The script sets Spark's log level to WARN to reduce the verbosity of logs. However, you can adjust the log level in the script if more detailed logs are needed for debugging.

Stopping the Script

The script will continue running and processing data until manually stopped. You can interrupt the Docker container running the Spark job to stop the script.


Generating AWS Access Key and Secret Key

Step 1: Access IAM (Identity and Access Management)

  • In the AWS Management Console, locate and click on Services.
  • Find and select IAM under the Security, Identity, & Compliance category or use the search bar to find IAM quickly.

Step 2: Navigate to Users

  • In the IAM dashboard, click on Users in the navigation pane on the left side of the console.

Step 3: Select or Create a New User

For an existing user:

  • Click on the username of the user for whom you want to create the access keys.

To create a new user:

  1. Click on the Add user button.
  2. Enter the user name.
  3. Select Programmatic access as the access type. This enables an access key ID and secret access key for the AWS API, CLI, SDK, and other development tools.
  4. Click Next: Permissions to set permissions for the user. You can:
    • Add the user to a group with specific policies.
    • Copy permissions from an existing user.
    • Attach policies directly.
  5. Follow through the rest of the steps (Tags, Review) and click Create user at the end.

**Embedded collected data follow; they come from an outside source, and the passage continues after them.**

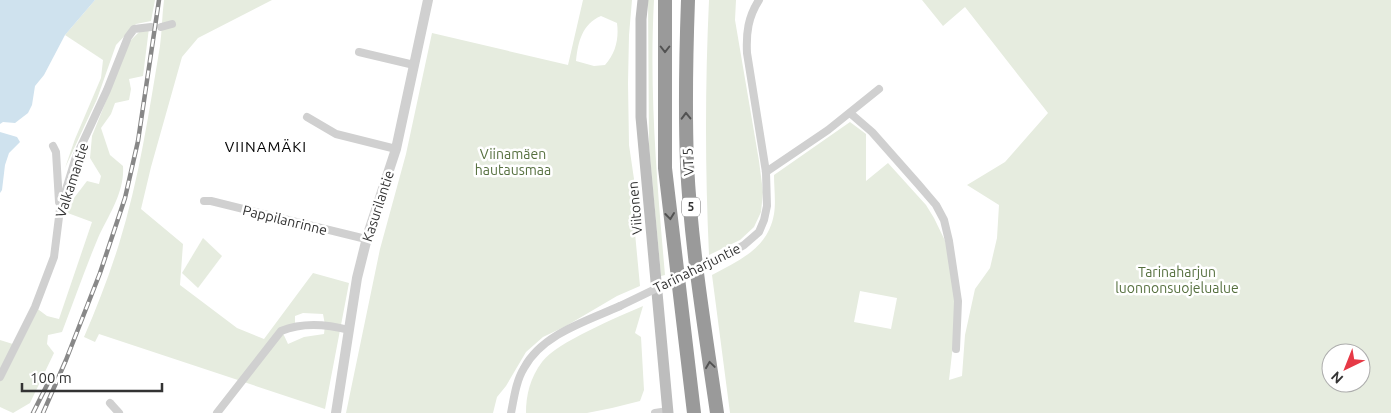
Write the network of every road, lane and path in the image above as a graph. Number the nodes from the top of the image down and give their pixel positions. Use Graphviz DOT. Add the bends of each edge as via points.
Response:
graph roads {
  1 [pos="428,0"];
  2 [pos="643,0"];
  3 [pos="665,0"];
  4 [pos="688,0"];
  5 [pos="760,0"];
  6 [pos="172,24"];
  7 [pos="151,27"];
  8 [pos="161,27"];
  9 [pos="359,52"];
  10 [pos="414,65"];
  11 [pos="879,89"];
  12 [pos="850,114"];
  13 [pos="307,117"];
  14 [pos="53,146"];
  15 [pos="396,150"];
  16 [pos="766,172"];
  17 [pos="204,202"];
  18 [pos="60,209"];
  19 [pos="366,240"];
  20 [pos="349,330"];
  21 [pos="956,349"];
  22 [pos="0,377"];
  23 [pos="110,403"];
  24 [pos="668,412"];
  25 [pos="119,413"];
  26 [pos="218,413"];
  27 [pos="336,413"];
  28 [pos="511,413"];
  29 [pos="655,413"];
  30 [pos="694,413"];
  31 [pos="717,413"];
  1 -- 10 [label="street, Kasurilantie"];
  2 -- 24 [label="main road, Viitonen" via="641,117"];
  3 -- 30 [label="highway, VT 5 / 5, one-way" via="665,168"];
  31 -- 4 [label="highway, VT 5 / 5, one-way" via="697,275 687,165"];
  5 -- 16 [label="street, Tarinaharjuntie" via="751,14 746,35"];
  6 -- 8 [label="street"];
  7 -- 18 [label="street, Valkamantie" via="134,29 128,37 76,157"];
  9 -- 10 [label="street"];
  10 -- 15 [label="street, Kasurilantie"];
  11 -- 12 [label="street"];
  12 -- 16 [label="street"];
  12 -- 21 [label="street" via="872,132 936,205 944,220 958,301"];
  13 -- 15 [label="street" via="336,134"];
  14 -- 18 [label="street"];
  15 -- 19 [label="street, Kasurilantie"];
  16 -- 28 [label="street, Tarinaharjuntie, bridge" via="767,206 762,226 753,238 732,252 567,330 536,351 522,370"];
  17 -- 19 [label="street, Pappilanrinne"];
  18 -- 22 [label="street, Valkamantie" via="54,257 35,307"];
  19 -- 20 [label="street, Kasurilantie"];
  20 -- 26 [label="street" via="331,325 295,325 281,331"];
  20 -- 27 [label="street, Kasurilantie"];
  23 -- 25 [label="street"];
  24 -- 29 [label="street"];
}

Step 4: Create Access Keys

If you’re on the user’s summary page (for an existing user):

  1. Click on the Security credentials tab.
  2. Scroll down to the Access keys section.
  3. Click the Create access key button.

Creating AWS Glue Crawler

Step 1: Access AWS Glue

  • In the AWS Management Console, click on Services to open the services list.
  • Find and select Glue under the Analytics category, or use the search bar at the top to search for Glue.

Step 2: Navigate to Crawlers

  • In the AWS Glue Console, in the navigation pane on the left side, click on Crawlers under the Data Catalog section.

Step 3: Add a New Crawler

  • Click the Add crawler button to create a new crawler.

Step 4: Specify Crawler Info

  • Crawler name: Enter a name for your crawler.
  • Crawler description (optional): Provide a description for your crawler.
  • Tags (optional): Add any tags as needed for organizational purposes.
  • Click Next to proceed.

Step 5: Specify Crawler Source Type

  • Choose the type of data store. This is typically where your data is stored, such as Amazon S3, JDBC, or DynamoDB.
  • For Amazon S3, select the specified path in your bucket where the data resides.
  • Click Next to continue.

Step 6: Add a Data Store

  • Choose a data store (e.g., Amazon S3).
  • Specify the path to your data. For S3, it will be the S3 path to your data files.
  • Click Next.

Step 7: Choose an IAM Role

  • Select or create an IAM role that AWS Glue can use to access your data sources and targets.
  • If you need to create a new role, select Create an IAM role, and give it a name. This role will automatically be granted permission to access your AWS resources.
  • Click Next.

Step 8: Configure Crawler’s Output

  • Database: You can choose an existing database in the Data Catalog or create a new one where the crawler’s metadata will be stored.
  • Prefix added to tables (optional): You can specify a prefix for the names of the tables created.
  • Configuration options (optional): You can configure additional settings as needed, such as adding classifiers, specifying exclusions for S3 paths, or configuring the crawler to crawl new folders only.
  • Click Next.

Step 9: Review and Finish

  • Review all the configurations you’ve made.
  • Click Finish to create the crawler.

Step 10: Run the Crawler

  • After creating the crawler, you’ll be redirected to the crawlers list page.
  • Select the checkbox next to your newly created crawler.
  • Click the Run crawler button to start the crawling process.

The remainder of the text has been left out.